About this exercise:
Scanning the entries below, copy every line that contains the word "other".

Data supplied:

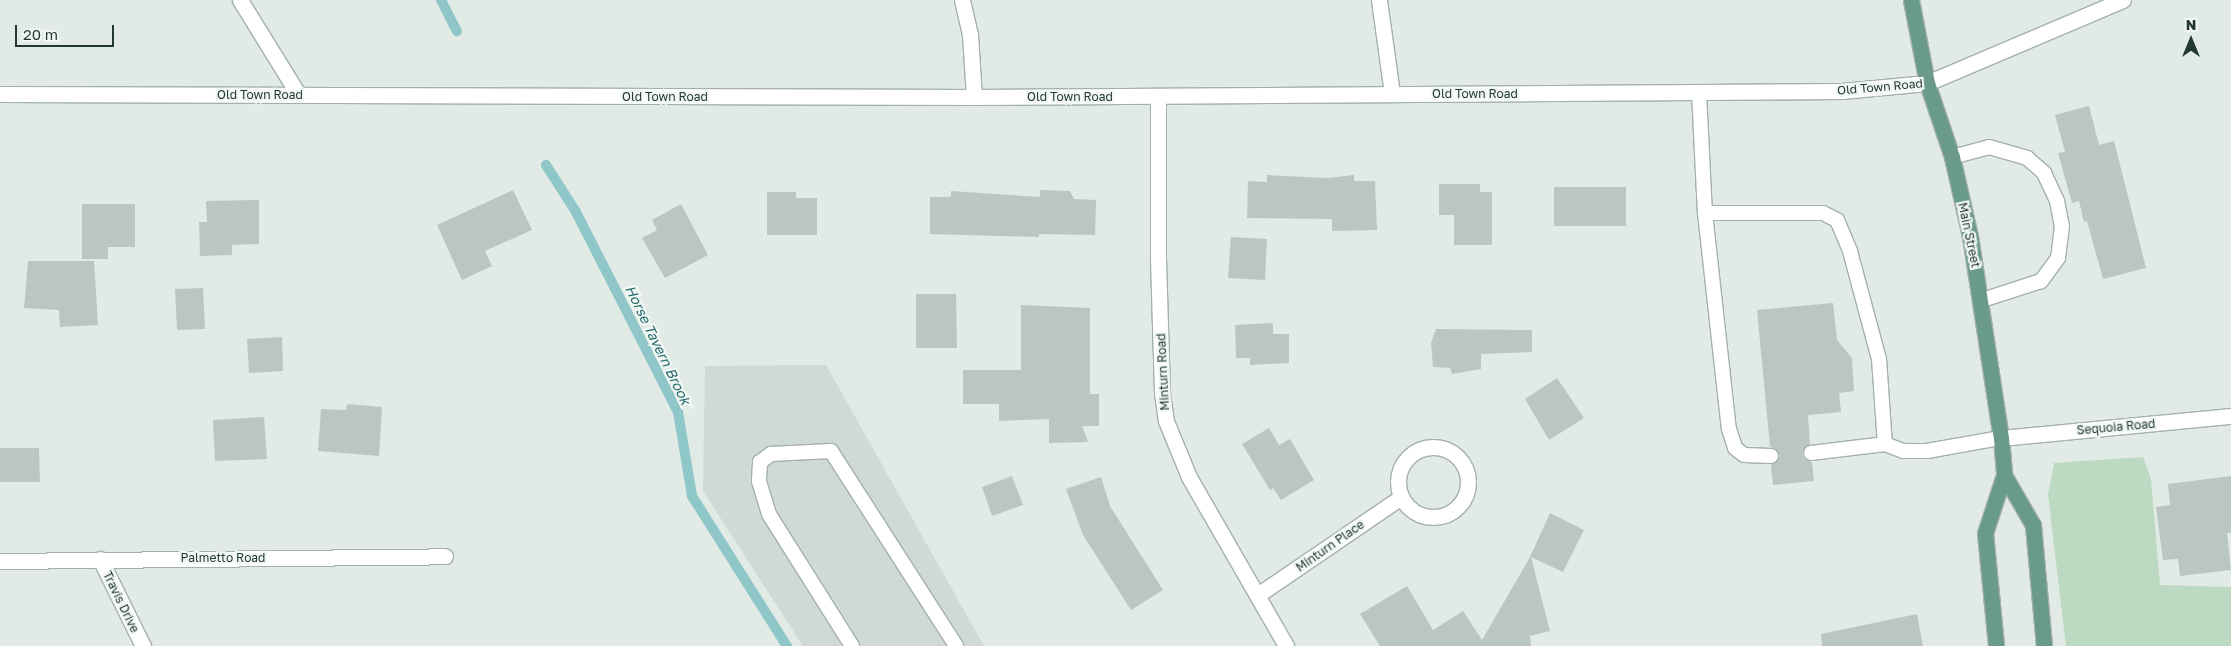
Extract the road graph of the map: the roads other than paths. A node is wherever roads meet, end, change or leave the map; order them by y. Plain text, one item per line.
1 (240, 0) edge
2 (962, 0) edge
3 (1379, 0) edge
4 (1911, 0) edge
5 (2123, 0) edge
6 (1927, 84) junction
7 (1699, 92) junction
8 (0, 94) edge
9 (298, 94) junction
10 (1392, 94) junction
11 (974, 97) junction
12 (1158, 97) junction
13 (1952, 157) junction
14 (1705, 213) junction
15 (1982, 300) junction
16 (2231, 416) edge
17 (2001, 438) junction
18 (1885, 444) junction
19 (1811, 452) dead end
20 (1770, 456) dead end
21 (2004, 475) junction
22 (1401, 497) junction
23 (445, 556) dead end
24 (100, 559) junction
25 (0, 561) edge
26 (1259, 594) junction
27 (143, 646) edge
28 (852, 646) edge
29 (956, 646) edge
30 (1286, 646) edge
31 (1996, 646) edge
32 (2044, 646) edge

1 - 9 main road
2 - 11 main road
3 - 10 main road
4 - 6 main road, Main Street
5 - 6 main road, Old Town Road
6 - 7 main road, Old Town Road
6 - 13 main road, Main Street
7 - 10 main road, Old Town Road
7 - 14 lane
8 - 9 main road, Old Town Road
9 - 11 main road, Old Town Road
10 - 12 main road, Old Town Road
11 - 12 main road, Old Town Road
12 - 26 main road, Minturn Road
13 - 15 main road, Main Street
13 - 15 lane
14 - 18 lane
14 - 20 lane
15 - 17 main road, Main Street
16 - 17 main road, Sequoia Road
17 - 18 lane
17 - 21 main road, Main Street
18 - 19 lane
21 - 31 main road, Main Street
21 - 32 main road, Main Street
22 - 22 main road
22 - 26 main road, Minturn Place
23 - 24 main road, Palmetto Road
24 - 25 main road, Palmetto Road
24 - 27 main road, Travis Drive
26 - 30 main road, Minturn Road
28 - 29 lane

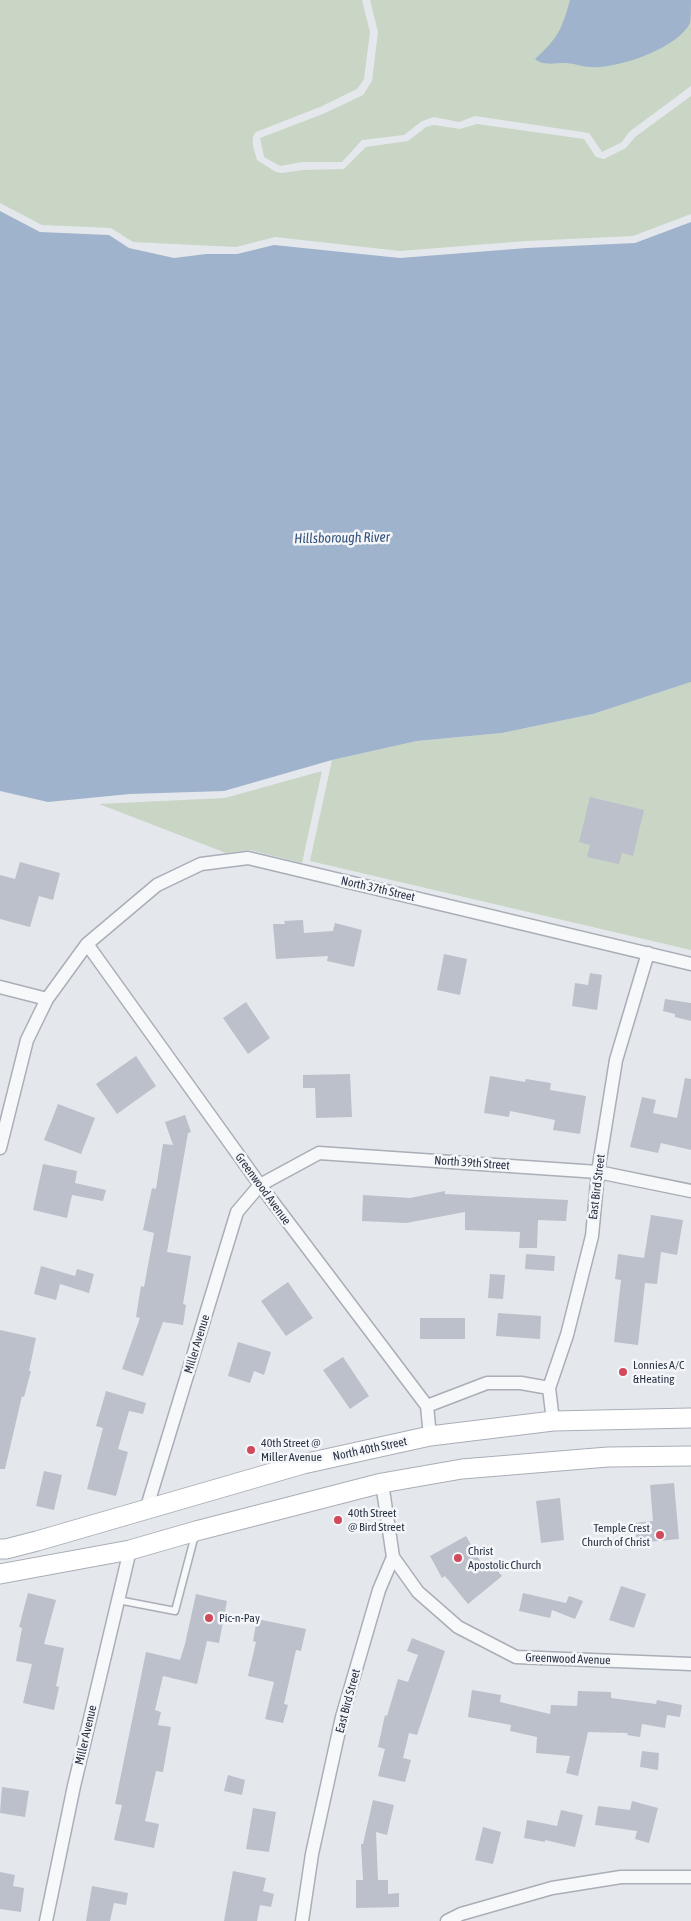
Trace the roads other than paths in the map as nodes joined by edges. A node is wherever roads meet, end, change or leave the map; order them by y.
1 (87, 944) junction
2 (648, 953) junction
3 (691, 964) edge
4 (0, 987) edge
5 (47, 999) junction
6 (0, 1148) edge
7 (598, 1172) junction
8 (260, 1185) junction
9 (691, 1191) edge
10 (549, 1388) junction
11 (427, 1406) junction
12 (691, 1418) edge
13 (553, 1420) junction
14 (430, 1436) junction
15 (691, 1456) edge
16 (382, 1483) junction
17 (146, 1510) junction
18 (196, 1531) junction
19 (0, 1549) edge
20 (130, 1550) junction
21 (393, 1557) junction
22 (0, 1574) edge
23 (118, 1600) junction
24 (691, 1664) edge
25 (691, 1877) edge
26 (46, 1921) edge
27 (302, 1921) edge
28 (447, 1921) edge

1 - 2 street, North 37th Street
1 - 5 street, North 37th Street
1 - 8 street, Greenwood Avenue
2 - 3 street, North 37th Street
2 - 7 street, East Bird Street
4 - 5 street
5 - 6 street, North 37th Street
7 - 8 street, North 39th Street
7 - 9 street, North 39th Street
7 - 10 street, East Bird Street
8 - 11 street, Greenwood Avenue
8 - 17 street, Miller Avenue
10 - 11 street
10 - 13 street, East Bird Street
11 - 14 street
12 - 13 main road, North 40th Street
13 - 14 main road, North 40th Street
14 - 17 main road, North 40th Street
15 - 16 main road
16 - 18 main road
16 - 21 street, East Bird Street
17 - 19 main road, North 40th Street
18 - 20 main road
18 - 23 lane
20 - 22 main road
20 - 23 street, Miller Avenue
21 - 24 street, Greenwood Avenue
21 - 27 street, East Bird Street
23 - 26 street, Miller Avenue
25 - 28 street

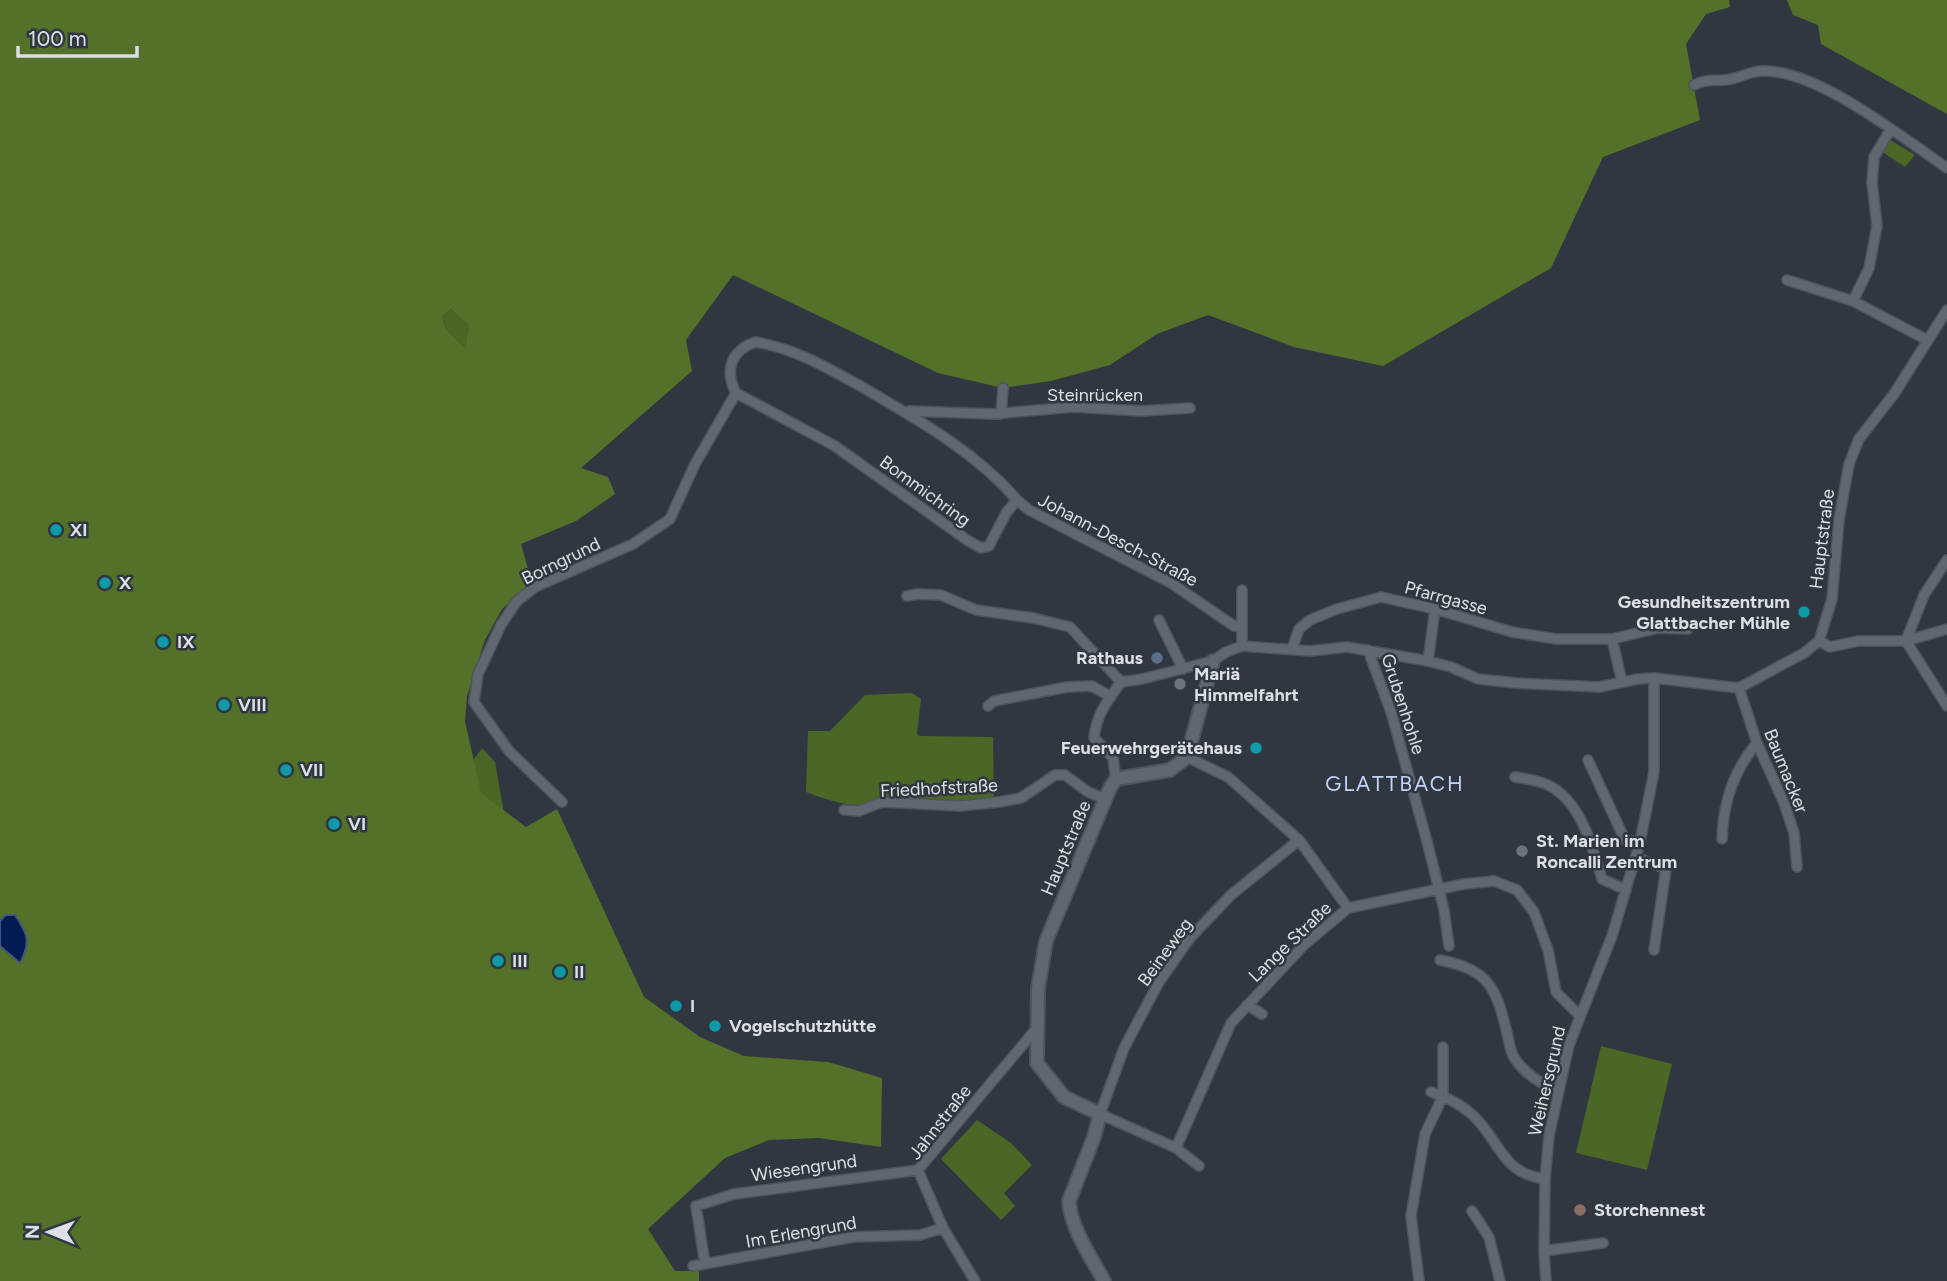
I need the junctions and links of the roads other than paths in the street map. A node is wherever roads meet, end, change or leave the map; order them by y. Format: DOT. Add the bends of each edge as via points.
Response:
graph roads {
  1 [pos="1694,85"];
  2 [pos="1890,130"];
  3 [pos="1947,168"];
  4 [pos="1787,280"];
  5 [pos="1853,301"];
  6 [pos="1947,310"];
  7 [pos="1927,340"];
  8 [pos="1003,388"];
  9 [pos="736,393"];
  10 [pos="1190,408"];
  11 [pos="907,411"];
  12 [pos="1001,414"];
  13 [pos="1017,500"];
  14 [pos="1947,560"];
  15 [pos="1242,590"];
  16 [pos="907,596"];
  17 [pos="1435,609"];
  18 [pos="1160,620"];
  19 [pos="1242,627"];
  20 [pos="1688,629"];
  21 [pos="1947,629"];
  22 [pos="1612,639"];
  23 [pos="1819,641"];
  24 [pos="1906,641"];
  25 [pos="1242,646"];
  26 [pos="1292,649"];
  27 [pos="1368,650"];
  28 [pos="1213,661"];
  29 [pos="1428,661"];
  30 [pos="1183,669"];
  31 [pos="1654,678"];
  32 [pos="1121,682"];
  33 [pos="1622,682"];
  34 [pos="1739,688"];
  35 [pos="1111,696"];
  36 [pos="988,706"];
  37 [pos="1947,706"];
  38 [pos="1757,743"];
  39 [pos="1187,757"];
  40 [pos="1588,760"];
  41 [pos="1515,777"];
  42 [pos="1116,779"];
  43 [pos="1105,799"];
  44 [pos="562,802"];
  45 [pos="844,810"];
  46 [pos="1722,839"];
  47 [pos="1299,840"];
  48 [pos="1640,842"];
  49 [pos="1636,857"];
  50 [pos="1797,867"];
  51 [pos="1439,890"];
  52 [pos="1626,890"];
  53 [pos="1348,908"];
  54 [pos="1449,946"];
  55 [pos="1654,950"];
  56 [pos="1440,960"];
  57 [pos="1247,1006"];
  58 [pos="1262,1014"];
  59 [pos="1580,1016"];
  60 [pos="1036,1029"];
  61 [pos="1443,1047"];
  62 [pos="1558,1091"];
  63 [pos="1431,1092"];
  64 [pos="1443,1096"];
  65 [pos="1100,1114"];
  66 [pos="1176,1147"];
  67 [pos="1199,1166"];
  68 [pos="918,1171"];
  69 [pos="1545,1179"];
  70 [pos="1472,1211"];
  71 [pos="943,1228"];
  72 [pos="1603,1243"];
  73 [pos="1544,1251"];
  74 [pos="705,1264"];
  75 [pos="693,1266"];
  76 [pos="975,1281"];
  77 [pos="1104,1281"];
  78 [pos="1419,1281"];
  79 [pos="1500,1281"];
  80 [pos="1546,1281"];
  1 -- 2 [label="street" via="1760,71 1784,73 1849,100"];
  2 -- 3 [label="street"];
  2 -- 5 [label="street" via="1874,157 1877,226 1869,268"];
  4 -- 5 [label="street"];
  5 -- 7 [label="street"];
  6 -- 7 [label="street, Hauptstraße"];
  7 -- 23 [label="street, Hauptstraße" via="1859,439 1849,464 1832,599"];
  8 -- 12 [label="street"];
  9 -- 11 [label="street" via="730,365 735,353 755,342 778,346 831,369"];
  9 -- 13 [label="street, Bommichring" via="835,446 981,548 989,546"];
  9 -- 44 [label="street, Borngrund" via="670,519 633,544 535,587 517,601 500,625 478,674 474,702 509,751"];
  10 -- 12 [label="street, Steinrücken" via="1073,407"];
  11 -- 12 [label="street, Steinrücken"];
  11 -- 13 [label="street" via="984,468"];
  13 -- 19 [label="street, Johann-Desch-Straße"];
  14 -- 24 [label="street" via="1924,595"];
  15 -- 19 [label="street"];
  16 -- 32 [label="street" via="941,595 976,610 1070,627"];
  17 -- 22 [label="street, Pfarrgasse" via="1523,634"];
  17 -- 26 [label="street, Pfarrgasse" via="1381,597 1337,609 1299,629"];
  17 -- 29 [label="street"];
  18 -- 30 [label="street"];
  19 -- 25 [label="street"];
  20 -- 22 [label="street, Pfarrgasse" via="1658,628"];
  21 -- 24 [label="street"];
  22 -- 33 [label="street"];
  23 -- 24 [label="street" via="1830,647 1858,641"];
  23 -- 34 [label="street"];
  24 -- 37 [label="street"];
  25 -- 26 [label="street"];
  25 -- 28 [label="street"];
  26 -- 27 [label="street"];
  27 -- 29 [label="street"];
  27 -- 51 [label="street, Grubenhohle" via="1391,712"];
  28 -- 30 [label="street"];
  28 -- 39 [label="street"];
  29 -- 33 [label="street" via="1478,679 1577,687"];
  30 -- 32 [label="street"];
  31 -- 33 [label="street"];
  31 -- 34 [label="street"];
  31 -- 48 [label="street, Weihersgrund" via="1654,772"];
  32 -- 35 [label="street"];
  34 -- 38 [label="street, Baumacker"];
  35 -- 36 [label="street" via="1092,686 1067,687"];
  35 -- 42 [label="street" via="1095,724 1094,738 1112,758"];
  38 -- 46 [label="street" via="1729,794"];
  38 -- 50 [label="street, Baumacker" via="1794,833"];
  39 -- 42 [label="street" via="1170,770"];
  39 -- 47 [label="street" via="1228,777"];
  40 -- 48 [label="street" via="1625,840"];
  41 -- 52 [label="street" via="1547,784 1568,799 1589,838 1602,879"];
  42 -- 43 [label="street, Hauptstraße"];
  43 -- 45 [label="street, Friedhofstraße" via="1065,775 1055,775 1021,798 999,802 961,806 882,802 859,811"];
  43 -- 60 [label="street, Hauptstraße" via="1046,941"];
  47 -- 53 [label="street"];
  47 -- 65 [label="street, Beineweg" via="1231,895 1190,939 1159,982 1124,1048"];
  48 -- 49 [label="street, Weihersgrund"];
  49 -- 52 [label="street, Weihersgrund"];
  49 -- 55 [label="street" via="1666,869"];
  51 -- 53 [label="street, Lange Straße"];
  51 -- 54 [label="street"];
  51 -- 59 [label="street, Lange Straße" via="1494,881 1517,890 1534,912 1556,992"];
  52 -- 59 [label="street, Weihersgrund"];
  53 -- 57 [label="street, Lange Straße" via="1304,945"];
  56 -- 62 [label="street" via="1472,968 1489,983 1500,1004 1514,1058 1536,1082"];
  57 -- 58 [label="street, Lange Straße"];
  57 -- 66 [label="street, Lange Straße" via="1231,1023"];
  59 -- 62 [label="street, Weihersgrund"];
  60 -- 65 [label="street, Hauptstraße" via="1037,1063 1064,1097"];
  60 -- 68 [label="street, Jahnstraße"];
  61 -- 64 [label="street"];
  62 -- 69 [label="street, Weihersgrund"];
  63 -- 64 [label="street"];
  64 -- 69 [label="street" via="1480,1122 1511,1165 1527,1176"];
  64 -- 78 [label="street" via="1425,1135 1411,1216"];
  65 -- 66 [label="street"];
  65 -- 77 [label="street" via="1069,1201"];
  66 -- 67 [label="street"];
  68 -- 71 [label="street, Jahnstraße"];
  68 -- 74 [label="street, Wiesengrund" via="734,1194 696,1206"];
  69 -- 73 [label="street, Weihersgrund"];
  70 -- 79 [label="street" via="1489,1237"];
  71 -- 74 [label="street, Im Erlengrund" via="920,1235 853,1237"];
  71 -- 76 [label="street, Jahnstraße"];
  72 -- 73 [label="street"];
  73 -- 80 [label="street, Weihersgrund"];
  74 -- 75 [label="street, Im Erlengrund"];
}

Reply to the exercise:
Extract the road graph of the map: the roads other than paths. A node is wherever roads meet, end, change or leave the map; order them by y. Plain text, one item per line.
Trace the roads other than paths in the map as nodes joined by edges. A node is wherever roads meet, end, change or leave the map; order them by y.
I need the junctions and links of the roads other than paths in the street map. A node is wherever roads meet, end, change or leave the map; order them by y. Format: DOT. Add the bends of each edge as via points.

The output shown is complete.